DiltheyLab / HLA-LA

Fast HLA type inference from whole-genome data
GNU General Public License v3.0
120 stars 40 forks source link

Performance issue #21

Closed boris-milicevic closed 4 years ago

boris-milicevic commented 5 years ago

Hello, I am part of Bioinformatics team in Seven Bridges Genomics and we are interested in porting HLA-LA algorithm to our platform. We would appreciate your assistance with some of the issues we encountered.

So far, we have created proper environment via Docker and I successfully ran the algorithm on the provided test .cram file. Nevertheless we are concerned about execution time. The algorithm was ran on a AWS machine: r4.4xlarge with 16 CPU and 122 GB RAM Execution lasted for 2 hours, and we've set the maxThreads parameter to 16. While looking into execution details we found out that our AWS instance used only 1 CPU.

Would you be so kind and help us understand what could be the reason of this multithreading failure? Is there some module or package we are missing that could help us achieve the full performance?

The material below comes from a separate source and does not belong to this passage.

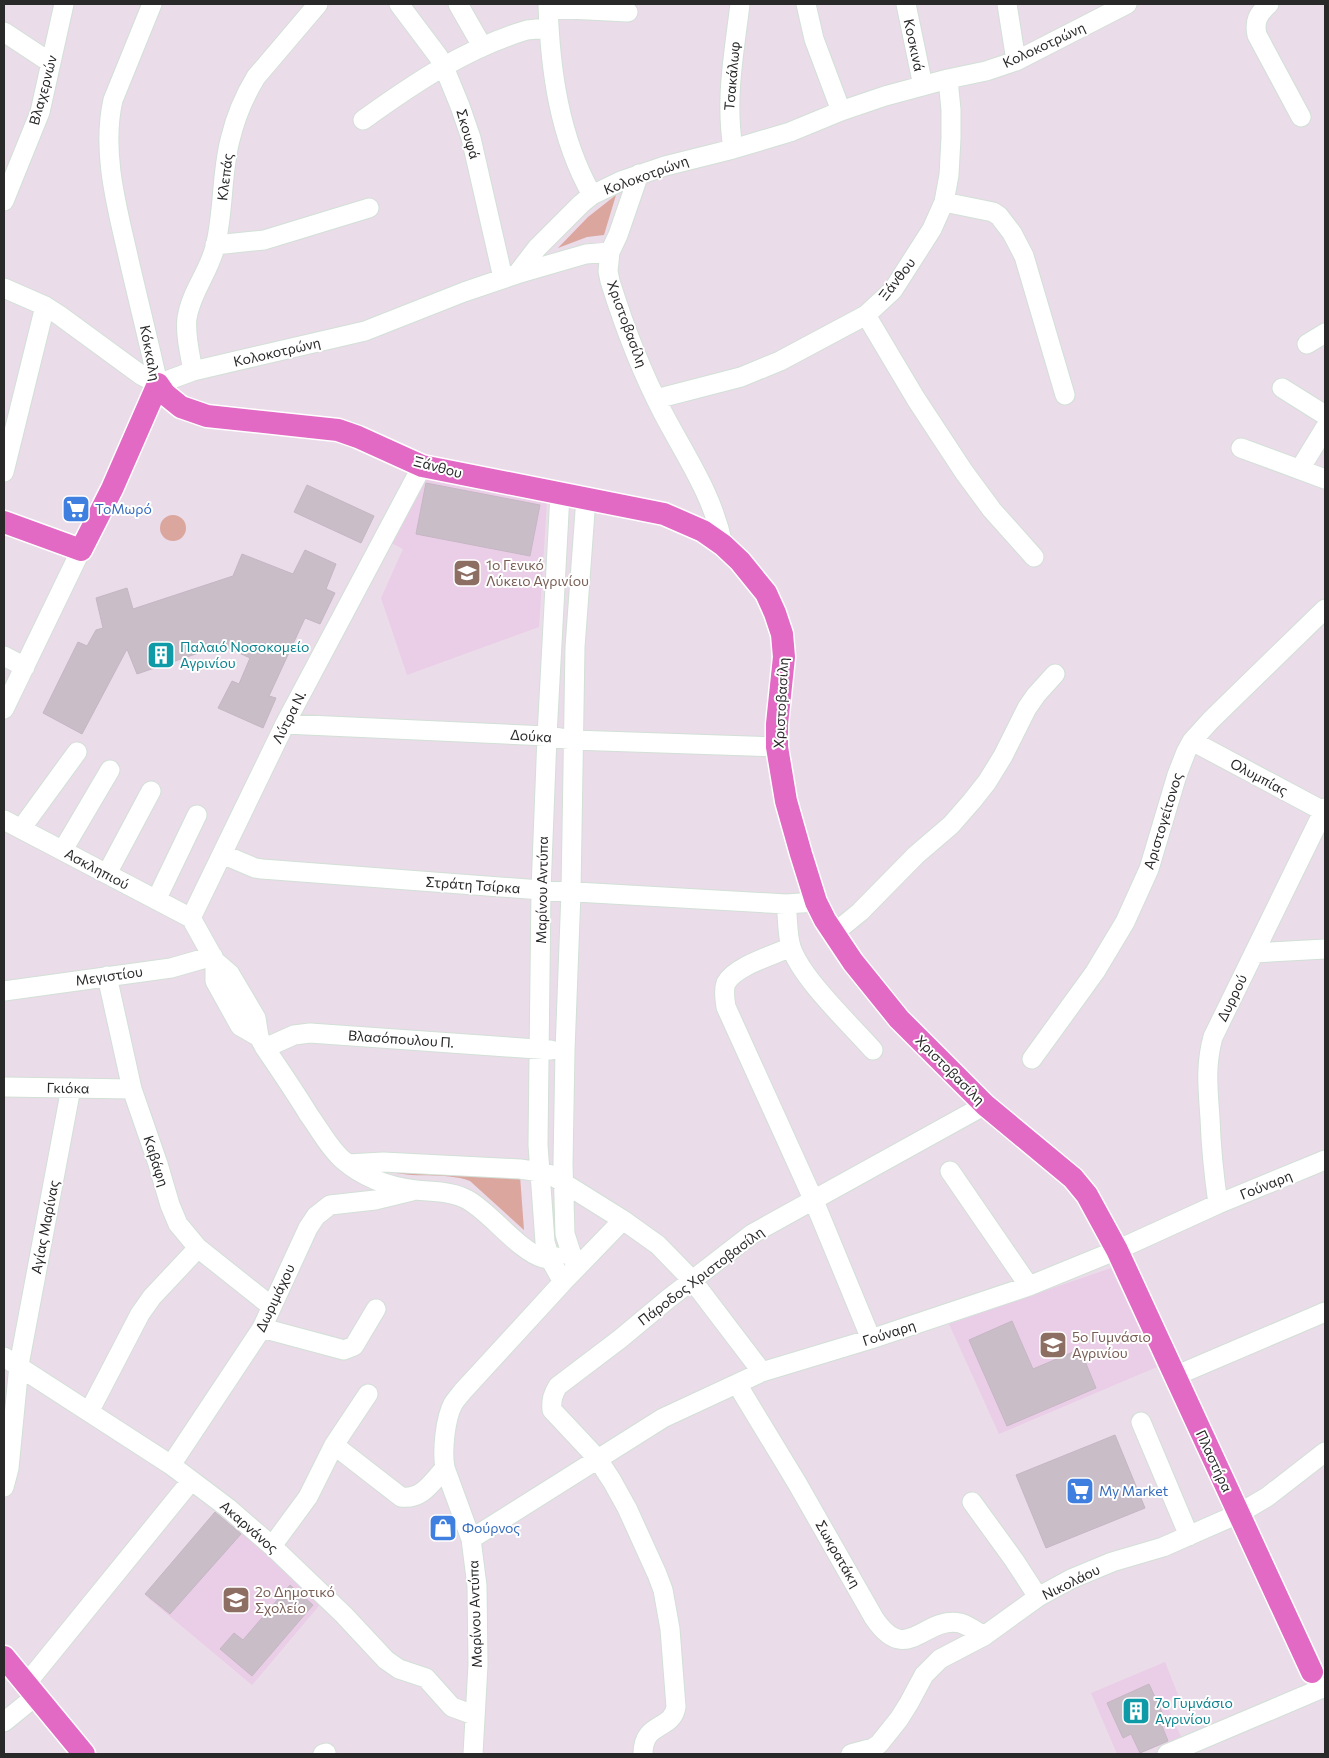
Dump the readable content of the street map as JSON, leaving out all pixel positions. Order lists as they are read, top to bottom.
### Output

We are providing you a log file that came out of our AWS instance. Thank you in advance.

job.err.log

AlexanderDilthey commented 5 years ago

Hi @boris-milicevic, the integrated bwa and samtools steps should make proper use of multithreading (pull the most recent version from GitHub if they don't), but in our experiments the multithreading behavior of the internal linear alignment projection step wasn't great, which is why we deactivated multithreading for this component. 2 hours sounds about right - I think it may be more efficient to request an instance with less memory and fewer CPUs.